At last, light at the end of the tunnel. And then you realise it's the oncoming train.
It's a situation that the Indian advertising industry can easily identify with, what with the recession showing no signs of letting up. Senior executives at three of the Top 10 agencies told agencyfaqs! that the industry has de-growth between 10-15 this year vis-a-vis last year.
For the Indian advertising industry, therefore, it's been one never-ending horror story where clients have either postponed hikes in ad spends (which is good news, relatively speaking) or close cropped budgets (which is bad). Where new holes have had to be drilled in belts every month or so; where increments have been put on hold indefinitely (which is, again, relatively good news); where 'trimming the fat' has cost people their jobs and 'recruitment' is a foul word; where clients have been getting agencies to deliver on an 8-to-10-per cent commission; and where agencies have had to bend backwards (read extend credit periods and throw in free research) to retain accounts.
Big agencies, mid-sized agencies, small agencies… everyone is feeling the pinch, though most are loath to admitting it. But one look at the pitch scenario over the past year or so shows how desperate everyone has got. Take the example of big agencies. Times were when 'certain accounts of certain size' were not worth the time and effort for big agencies. Of course, big agencies did have 'small' accounts - but that was primarily because the account or the brand was in an 'interesting category', allowing for lots of creative work. Small accounts in uninteresting categories were left to small agencies. That apart, a lot of noise was made about the 'financial health' of the client. Heavyweight agencies would pick and choose only those businesses that were turning in a decent turnover.
All that has changed.
Take the JK White Cement account. Nothing remotely 'exciting' about the category - in fact, the cement industry has been stagnating for some time now. When the company made it evident that it was not happy with the incumbent agency (iB&W), McCann-Erickson, India's No 6 agency (according to the Eleventh A&M Agency Report) made a cold call and walked home with the account in July this year. And although the agency is working with a back-of-the envelope estimate of a Rs 5-crore budget, agencyfaqs! sources swear that it wouldn't push the Rs 1-crore mark. Another recent example is the Daewoo Motors pitch. Now everyone knows what the financial score at Daewoo is, but Euro RSCG, TBWA Anthem and MAA Bozell (all among India's Top 25) still found the prospect desirable.
Perhaps the most telling example is that of the Ministry of Rural Development. Early this year, the Ministry invited the Top 20 agencies to pitch for its estimated Rs 1-crore business. Twelve agencies responded, of which six were from the Top 10 list. And these were Lowe Lintas, O&M, Mudra Communications, FCB-Ulka, RK Swamy/BBDO and Grey Worldwide. "Had the same invitation gone out to these agencies two years ago, it would have been worth seeing how many of these agencies would have bothered responding," admits a source in a Top 10 agency.

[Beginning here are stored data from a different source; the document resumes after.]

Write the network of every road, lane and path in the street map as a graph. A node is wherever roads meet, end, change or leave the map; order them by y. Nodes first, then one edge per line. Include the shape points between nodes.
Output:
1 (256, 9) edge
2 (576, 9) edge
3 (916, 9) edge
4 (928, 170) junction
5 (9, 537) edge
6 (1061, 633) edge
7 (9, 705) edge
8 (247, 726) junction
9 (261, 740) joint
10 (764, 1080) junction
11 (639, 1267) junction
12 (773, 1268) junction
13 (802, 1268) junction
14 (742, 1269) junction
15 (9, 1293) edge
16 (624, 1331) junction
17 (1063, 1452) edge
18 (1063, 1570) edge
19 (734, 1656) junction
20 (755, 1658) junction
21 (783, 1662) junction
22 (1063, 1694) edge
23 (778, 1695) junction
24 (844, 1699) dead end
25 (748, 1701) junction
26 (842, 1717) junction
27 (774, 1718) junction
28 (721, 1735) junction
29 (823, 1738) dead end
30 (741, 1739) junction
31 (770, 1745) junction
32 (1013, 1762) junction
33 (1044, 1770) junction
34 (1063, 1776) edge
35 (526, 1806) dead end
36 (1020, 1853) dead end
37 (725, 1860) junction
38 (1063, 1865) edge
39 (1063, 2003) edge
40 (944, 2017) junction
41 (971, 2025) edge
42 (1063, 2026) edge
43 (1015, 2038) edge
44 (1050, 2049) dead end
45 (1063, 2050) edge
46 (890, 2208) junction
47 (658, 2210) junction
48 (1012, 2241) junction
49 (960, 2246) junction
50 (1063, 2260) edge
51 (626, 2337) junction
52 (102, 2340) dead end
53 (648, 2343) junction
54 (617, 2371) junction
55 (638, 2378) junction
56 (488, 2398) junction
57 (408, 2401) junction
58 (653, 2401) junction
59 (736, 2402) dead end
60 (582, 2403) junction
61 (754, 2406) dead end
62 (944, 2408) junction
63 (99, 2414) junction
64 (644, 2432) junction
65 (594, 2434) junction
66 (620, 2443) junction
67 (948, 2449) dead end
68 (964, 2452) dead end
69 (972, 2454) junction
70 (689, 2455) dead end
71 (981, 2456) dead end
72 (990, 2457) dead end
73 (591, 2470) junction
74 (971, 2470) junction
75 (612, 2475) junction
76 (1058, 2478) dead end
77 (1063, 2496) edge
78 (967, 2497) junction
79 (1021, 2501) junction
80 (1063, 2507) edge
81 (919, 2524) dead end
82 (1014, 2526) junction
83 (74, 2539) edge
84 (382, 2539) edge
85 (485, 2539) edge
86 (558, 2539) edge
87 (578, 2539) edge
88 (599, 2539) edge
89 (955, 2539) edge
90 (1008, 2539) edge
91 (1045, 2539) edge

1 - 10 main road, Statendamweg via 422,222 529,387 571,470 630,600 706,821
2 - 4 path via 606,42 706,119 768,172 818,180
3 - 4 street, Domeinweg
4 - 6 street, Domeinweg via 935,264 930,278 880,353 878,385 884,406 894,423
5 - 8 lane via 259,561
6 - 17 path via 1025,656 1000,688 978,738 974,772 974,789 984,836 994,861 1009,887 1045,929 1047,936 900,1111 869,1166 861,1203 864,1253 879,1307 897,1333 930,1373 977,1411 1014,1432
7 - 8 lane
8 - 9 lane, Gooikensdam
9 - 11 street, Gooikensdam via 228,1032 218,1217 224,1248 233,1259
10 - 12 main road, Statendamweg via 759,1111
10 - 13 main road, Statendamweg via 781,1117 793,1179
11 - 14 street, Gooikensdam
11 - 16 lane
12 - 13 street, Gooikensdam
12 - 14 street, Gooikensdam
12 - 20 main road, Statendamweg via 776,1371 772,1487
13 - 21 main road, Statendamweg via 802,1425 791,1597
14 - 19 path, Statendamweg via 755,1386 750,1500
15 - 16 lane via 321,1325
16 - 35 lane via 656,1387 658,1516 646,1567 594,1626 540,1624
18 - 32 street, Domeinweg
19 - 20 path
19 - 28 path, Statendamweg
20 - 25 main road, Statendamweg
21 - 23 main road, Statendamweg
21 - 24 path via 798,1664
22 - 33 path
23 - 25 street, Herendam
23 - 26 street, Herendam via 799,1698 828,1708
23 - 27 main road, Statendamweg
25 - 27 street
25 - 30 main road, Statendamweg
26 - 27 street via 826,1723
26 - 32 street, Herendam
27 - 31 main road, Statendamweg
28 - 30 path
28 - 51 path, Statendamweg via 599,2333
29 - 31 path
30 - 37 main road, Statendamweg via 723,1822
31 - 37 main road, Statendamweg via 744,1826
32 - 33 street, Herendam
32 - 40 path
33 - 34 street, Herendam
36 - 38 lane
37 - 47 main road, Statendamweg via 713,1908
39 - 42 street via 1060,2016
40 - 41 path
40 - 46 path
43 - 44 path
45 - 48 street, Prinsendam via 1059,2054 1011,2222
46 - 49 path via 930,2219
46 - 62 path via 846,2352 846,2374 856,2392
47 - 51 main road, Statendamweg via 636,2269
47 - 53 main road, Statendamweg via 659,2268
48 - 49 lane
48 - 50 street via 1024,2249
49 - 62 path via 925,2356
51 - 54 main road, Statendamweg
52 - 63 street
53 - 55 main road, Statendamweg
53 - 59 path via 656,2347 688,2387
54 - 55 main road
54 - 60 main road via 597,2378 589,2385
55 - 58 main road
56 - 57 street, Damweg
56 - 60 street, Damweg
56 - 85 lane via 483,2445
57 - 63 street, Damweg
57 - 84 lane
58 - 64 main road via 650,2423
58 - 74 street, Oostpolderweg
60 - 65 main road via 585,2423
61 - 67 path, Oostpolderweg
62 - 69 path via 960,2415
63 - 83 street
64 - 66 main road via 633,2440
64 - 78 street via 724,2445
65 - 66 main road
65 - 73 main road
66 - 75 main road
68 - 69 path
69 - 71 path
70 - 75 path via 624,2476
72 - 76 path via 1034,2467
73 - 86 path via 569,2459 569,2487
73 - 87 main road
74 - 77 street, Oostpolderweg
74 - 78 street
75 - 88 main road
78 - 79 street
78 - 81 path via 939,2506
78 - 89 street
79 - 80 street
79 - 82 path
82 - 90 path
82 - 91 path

The fallout of all this is that the small agencies are hard pressed defending their turf. After all, when big agencies unleash their artillery of credentials, small agencies start looking quite insignificant. So much so that small agencies are forced to look for smaller and smaller accounts, and, in the worst case, manage staying afloat by taking business on a project basis. Which actually means, releasing corporate ads.
A senior executive at Studio Communications puts it succinctly. "If you are a big agency willing to do research for free, have media clout to boast of and are willing to work on an 8-to-10 per cent commission, I see no reason why the client will not want to work with you. For instance, two years ago, the big names that now appear in the list of agencies pitching for Tata Infotech would never have bothered about the account, especially if the IT industry scenario was as it is today. Even Tata Infotech would not have expected such an overwhelming response. I am sure Tata Infotech is more than happy."
Of course, not all clients are swayed by 'big agency' credentials. Talking about the kind of agency that he would be interested in, in the context of an agency pitch at (Delhi-based) Monto Motors (makers of Avanti Garelli mopeds), general manager, marketing R. Chibber had told agencyfaqs!, "We are only considering mid-sized or small agencies. Simply because a mid-sized agency services a small account better than a big one. The interest of the big agency lasts till the time it gets the account. That is what my experience tells me. Maybe a small account is not inspiring enough for a big agency."
'Might not have been' is perhaps a better way of putting it. But the pressure is telling. In fact, if a recent report in The Economic Times is anything to go by, the amount of outstanding payments from clients this fiscal is on the rise, up 20 per cent over the third quarter of 2000. As one senior executive at HTA, who did not want to be quoted, said, "The ad industry has de-grown by 10 per cent, and we all know it. Worldwide, the scene is tough. WPP has held back increments and we have to do the same."